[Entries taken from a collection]
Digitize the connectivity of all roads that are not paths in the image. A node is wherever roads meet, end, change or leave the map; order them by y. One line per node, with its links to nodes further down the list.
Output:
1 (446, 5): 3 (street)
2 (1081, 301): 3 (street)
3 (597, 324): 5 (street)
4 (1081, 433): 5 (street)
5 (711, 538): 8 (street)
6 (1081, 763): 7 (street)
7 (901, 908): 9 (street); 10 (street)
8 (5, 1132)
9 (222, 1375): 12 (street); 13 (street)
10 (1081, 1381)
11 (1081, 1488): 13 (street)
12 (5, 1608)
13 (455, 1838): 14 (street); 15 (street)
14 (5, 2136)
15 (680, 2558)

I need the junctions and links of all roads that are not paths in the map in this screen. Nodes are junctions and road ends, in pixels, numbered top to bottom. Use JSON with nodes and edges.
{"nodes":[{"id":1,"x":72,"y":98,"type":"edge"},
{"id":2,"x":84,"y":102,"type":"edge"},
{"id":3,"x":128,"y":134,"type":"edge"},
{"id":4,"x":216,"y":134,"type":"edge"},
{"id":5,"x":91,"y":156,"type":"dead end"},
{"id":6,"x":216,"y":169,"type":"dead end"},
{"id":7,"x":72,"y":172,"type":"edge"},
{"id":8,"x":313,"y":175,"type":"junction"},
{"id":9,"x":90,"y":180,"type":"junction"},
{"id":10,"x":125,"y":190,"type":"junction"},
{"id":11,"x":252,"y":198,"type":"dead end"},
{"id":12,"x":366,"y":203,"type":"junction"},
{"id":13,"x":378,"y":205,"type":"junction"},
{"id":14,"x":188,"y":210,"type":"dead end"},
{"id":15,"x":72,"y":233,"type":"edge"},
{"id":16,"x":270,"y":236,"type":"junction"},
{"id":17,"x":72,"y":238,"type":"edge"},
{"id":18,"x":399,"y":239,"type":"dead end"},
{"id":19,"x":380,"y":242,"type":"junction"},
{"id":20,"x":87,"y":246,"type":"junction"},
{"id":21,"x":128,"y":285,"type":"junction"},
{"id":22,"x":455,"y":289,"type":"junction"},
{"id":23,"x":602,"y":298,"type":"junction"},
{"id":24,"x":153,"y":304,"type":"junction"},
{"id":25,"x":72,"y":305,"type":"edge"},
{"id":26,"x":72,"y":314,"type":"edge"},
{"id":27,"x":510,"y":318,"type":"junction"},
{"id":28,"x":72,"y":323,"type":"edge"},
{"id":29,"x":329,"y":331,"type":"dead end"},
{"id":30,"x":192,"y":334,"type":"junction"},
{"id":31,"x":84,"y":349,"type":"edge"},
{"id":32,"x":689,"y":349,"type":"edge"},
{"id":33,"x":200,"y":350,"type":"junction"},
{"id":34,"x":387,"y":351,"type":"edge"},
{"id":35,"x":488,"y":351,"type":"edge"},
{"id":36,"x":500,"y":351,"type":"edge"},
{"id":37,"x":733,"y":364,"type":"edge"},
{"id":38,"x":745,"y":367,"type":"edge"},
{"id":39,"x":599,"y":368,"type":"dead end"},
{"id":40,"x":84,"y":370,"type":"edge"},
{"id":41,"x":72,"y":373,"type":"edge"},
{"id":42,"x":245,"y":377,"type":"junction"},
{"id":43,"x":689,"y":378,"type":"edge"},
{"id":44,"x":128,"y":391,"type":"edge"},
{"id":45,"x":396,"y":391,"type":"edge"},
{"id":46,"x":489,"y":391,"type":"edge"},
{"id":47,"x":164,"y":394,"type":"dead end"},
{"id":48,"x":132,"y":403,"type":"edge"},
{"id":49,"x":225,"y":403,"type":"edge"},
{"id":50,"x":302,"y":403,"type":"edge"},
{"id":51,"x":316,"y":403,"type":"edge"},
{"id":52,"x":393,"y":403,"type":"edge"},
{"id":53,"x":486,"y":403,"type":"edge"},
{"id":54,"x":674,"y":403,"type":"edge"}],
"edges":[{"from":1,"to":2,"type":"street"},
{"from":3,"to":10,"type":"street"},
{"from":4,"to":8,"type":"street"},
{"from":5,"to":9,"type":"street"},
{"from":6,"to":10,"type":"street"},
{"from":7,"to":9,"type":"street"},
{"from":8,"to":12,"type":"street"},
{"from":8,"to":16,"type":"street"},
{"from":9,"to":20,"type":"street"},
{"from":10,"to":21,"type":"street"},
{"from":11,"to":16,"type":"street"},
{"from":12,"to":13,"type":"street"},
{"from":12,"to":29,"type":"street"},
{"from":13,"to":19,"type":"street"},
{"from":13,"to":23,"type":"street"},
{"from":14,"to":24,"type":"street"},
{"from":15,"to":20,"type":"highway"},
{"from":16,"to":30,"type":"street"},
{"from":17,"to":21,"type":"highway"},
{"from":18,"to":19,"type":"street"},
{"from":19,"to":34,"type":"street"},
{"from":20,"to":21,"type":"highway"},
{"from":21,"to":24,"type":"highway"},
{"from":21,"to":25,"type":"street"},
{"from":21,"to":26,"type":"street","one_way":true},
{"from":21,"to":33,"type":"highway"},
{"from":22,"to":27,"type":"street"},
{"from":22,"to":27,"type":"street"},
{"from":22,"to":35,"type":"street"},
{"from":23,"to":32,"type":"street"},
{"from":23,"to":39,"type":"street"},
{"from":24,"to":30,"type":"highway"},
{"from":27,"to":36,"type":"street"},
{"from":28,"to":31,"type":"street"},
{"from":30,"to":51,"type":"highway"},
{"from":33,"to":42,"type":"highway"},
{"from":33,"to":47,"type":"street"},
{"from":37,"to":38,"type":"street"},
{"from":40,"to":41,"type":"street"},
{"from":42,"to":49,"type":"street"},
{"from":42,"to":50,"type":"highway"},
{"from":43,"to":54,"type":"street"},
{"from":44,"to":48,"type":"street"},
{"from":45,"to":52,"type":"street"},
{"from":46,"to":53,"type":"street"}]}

Task details
The whole block of entries above should be repeated exactly.

Task answer
Digitize the connectivity of all roads that are not paths in the image. A node is wherever roads meet, end, change or leave the map; order them by y. One line per node, with its links to nodes further down the list.
Output:
1 (446, 5): 3 (street)
2 (1081, 301): 3 (street)
3 (597, 324): 5 (street)
4 (1081, 433): 5 (street)
5 (711, 538): 8 (street)
6 (1081, 763): 7 (street)
7 (901, 908): 9 (street); 10 (street)
8 (5, 1132)
9 (222, 1375): 12 (street); 13 (street)
10 (1081, 1381)
11 (1081, 1488): 13 (street)
12 (5, 1608)
13 (455, 1838): 14 (street); 15 (street)
14 (5, 2136)
15 (680, 2558)

I need the junctions and links of all roads that are not paths in the map in this screen. Nodes are junctions and road ends, in pixels, numbered top to bottom. Use JSON with nodes and edges.
{"nodes":[{"id":1,"x":72,"y":98,"type":"edge"},
{"id":2,"x":84,"y":102,"type":"edge"},
{"id":3,"x":128,"y":134,"type":"edge"},
{"id":4,"x":216,"y":134,"type":"edge"},
{"id":5,"x":91,"y":156,"type":"dead end"},
{"id":6,"x":216,"y":169,"type":"dead end"},
{"id":7,"x":72,"y":172,"type":"edge"},
{"id":8,"x":313,"y":175,"type":"junction"},
{"id":9,"x":90,"y":180,"type":"junction"},
{"id":10,"x":125,"y":190,"type":"junction"},
{"id":11,"x":252,"y":198,"type":"dead end"},
{"id":12,"x":366,"y":203,"type":"junction"},
{"id":13,"x":378,"y":205,"type":"junction"},
{"id":14,"x":188,"y":210,"type":"dead end"},
{"id":15,"x":72,"y":233,"type":"edge"},
{"id":16,"x":270,"y":236,"type":"junction"},
{"id":17,"x":72,"y":238,"type":"edge"},
{"id":18,"x":399,"y":239,"type":"dead end"},
{"id":19,"x":380,"y":242,"type":"junction"},
{"id":20,"x":87,"y":246,"type":"junction"},
{"id":21,"x":128,"y":285,"type":"junction"},
{"id":22,"x":455,"y":289,"type":"junction"},
{"id":23,"x":602,"y":298,"type":"junction"},
{"id":24,"x":153,"y":304,"type":"junction"},
{"id":25,"x":72,"y":305,"type":"edge"},
{"id":26,"x":72,"y":314,"type":"edge"},
{"id":27,"x":510,"y":318,"type":"junction"},
{"id":28,"x":72,"y":323,"type":"edge"},
{"id":29,"x":329,"y":331,"type":"dead end"},
{"id":30,"x":192,"y":334,"type":"junction"},
{"id":31,"x":84,"y":349,"type":"edge"},
{"id":32,"x":689,"y":349,"type":"edge"},
{"id":33,"x":200,"y":350,"type":"junction"},
{"id":34,"x":387,"y":351,"type":"edge"},
{"id":35,"x":488,"y":351,"type":"edge"},
{"id":36,"x":500,"y":351,"type":"edge"},
{"id":37,"x":733,"y":364,"type":"edge"},
{"id":38,"x":745,"y":367,"type":"edge"},
{"id":39,"x":599,"y":368,"type":"dead end"},
{"id":40,"x":84,"y":370,"type":"edge"},
{"id":41,"x":72,"y":373,"type":"edge"},
{"id":42,"x":245,"y":377,"type":"junction"},
{"id":43,"x":689,"y":378,"type":"edge"},
{"id":44,"x":128,"y":391,"type":"edge"},
{"id":45,"x":396,"y":391,"type":"edge"},
{"id":46,"x":489,"y":391,"type":"edge"},
{"id":47,"x":164,"y":394,"type":"dead end"},
{"id":48,"x":132,"y":403,"type":"edge"},
{"id":49,"x":225,"y":403,"type":"edge"},
{"id":50,"x":302,"y":403,"type":"edge"},
{"id":51,"x":316,"y":403,"type":"edge"},
{"id":52,"x":393,"y":403,"type":"edge"},
{"id":53,"x":486,"y":403,"type":"edge"},
{"id":54,"x":674,"y":403,"type":"edge"}],
"edges":[{"from":1,"to":2,"type":"street"},
{"from":3,"to":10,"type":"street"},
{"from":4,"to":8,"type":"street"},
{"from":5,"to":9,"type":"street"},
{"from":6,"to":10,"type":"street"},
{"from":7,"to":9,"type":"street"},
{"from":8,"to":12,"type":"street"},
{"from":8,"to":16,"type":"street"},
{"from":9,"to":20,"type":"street"},
{"from":10,"to":21,"type":"street"},
{"from":11,"to":16,"type":"street"},
{"from":12,"to":13,"type":"street"},
{"from":12,"to":29,"type":"street"},
{"from":13,"to":19,"type":"street"},
{"from":13,"to":23,"type":"street"},
{"from":14,"to":24,"type":"street"},
{"from":15,"to":20,"type":"highway"},
{"from":16,"to":30,"type":"street"},
{"from":17,"to":21,"type":"highway"},
{"from":18,"to":19,"type":"street"},
{"from":19,"to":34,"type":"street"},
{"from":20,"to":21,"type":"highway"},
{"from":21,"to":24,"type":"highway"},
{"from":21,"to":25,"type":"street"},
{"from":21,"to":26,"type":"street","one_way":true},
{"from":21,"to":33,"type":"highway"},
{"from":22,"to":27,"type":"street"},
{"from":22,"to":27,"type":"street"},
{"from":22,"to":35,"type":"street"},
{"from":23,"to":32,"type":"street"},
{"from":23,"to":39,"type":"street"},
{"from":24,"to":30,"type":"highway"},
{"from":27,"to":36,"type":"street"},
{"from":28,"to":31,"type":"street"},
{"from":30,"to":51,"type":"highway"},
{"from":33,"to":42,"type":"highway"},
{"from":33,"to":47,"type":"street"},
{"from":37,"to":38,"type":"street"},
{"from":40,"to":41,"type":"street"},
{"from":42,"to":49,"type":"street"},
{"from":42,"to":50,"type":"highway"},
{"from":43,"to":54,"type":"street"},
{"from":44,"to":48,"type":"street"},
{"from":45,"to":52,"type":"street"},
{"from":46,"to":53,"type":"street"}]}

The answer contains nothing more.